(Saved data entries)
▼▼▼

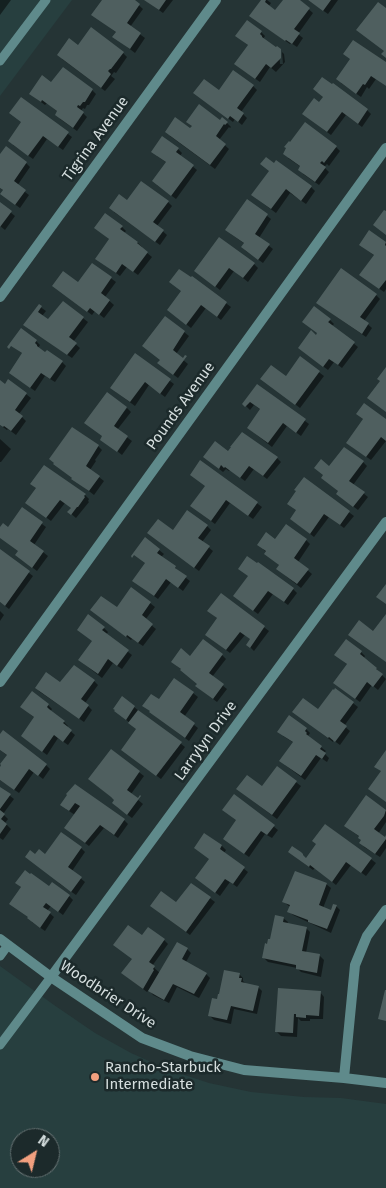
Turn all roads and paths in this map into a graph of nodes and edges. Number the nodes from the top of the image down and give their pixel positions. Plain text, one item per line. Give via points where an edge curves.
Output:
1 (46, 0) edge
2 (216, 0) edge
3 (0, 61) edge
4 (386, 148) edge
5 (0, 297) edge
6 (386, 522) edge
7 (0, 682) edge
8 (386, 910) edge
9 (4, 942) edge
10 (0, 956) edge
11 (51, 977) junction
12 (0, 1045) edge
13 (344, 1078) junction
14 (386, 1083) edge

1 - 3 lane
2 - 5 street, Tigrina Avenue
4 - 7 street, Pounds Avenue
6 - 11 street, Larrylyn Drive
8 - 13 street via 367,936 355,965
9 - 10 lane
9 - 11 street, Woodbrier Drive
11 - 12 lane
11 - 13 street, Woodbrier Drive via 142,1038 190,1056 244,1070
13 - 14 street, Woodbrier Drive

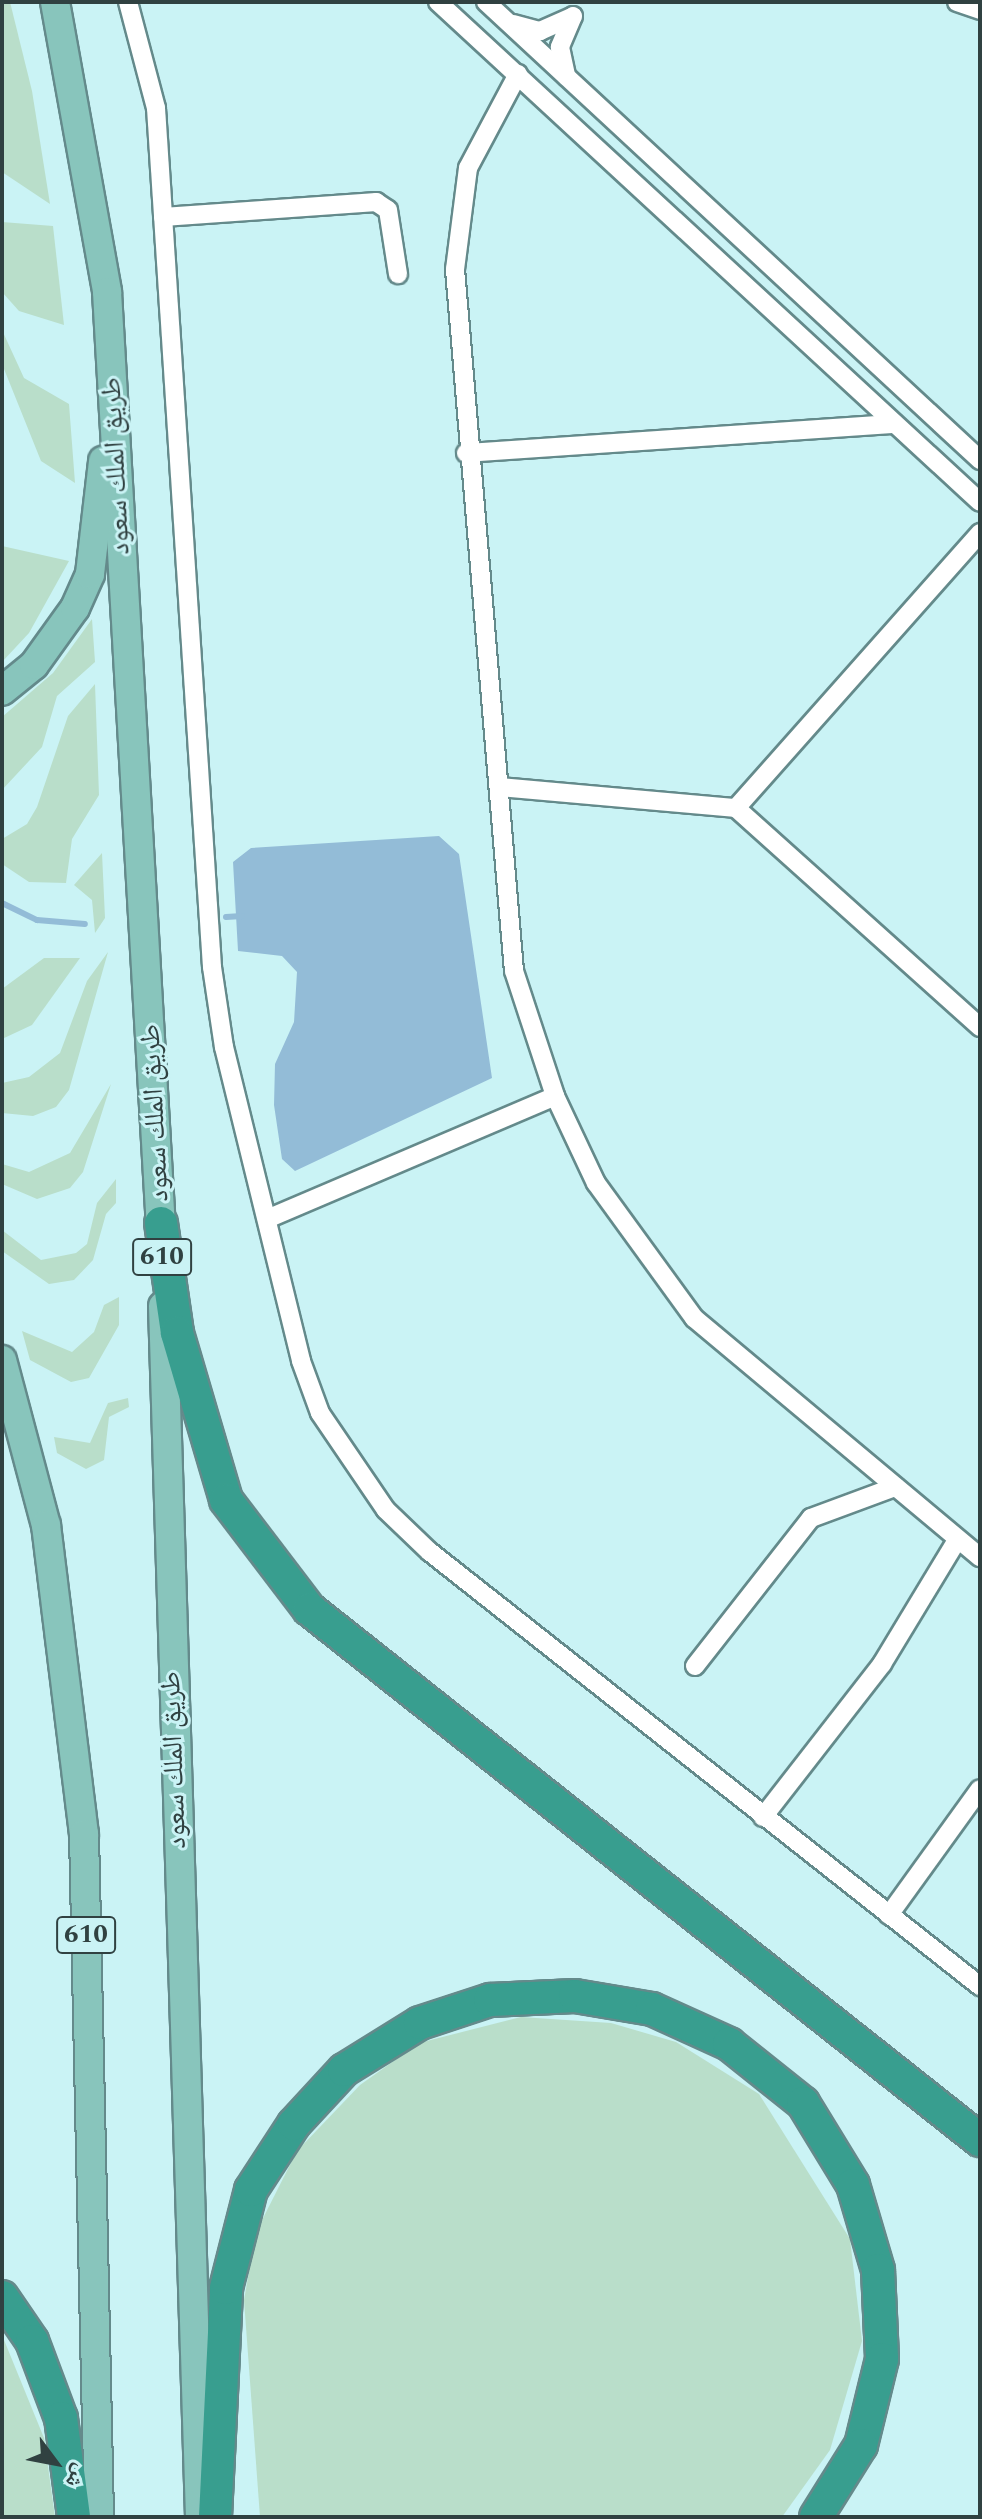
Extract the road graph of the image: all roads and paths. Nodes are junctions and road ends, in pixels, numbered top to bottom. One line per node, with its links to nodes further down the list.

▲▲▲

Only a number is expected in reply: how many lines of the entries hold the word "paths"?

RESPONSE TO THIS EXERCISE:
2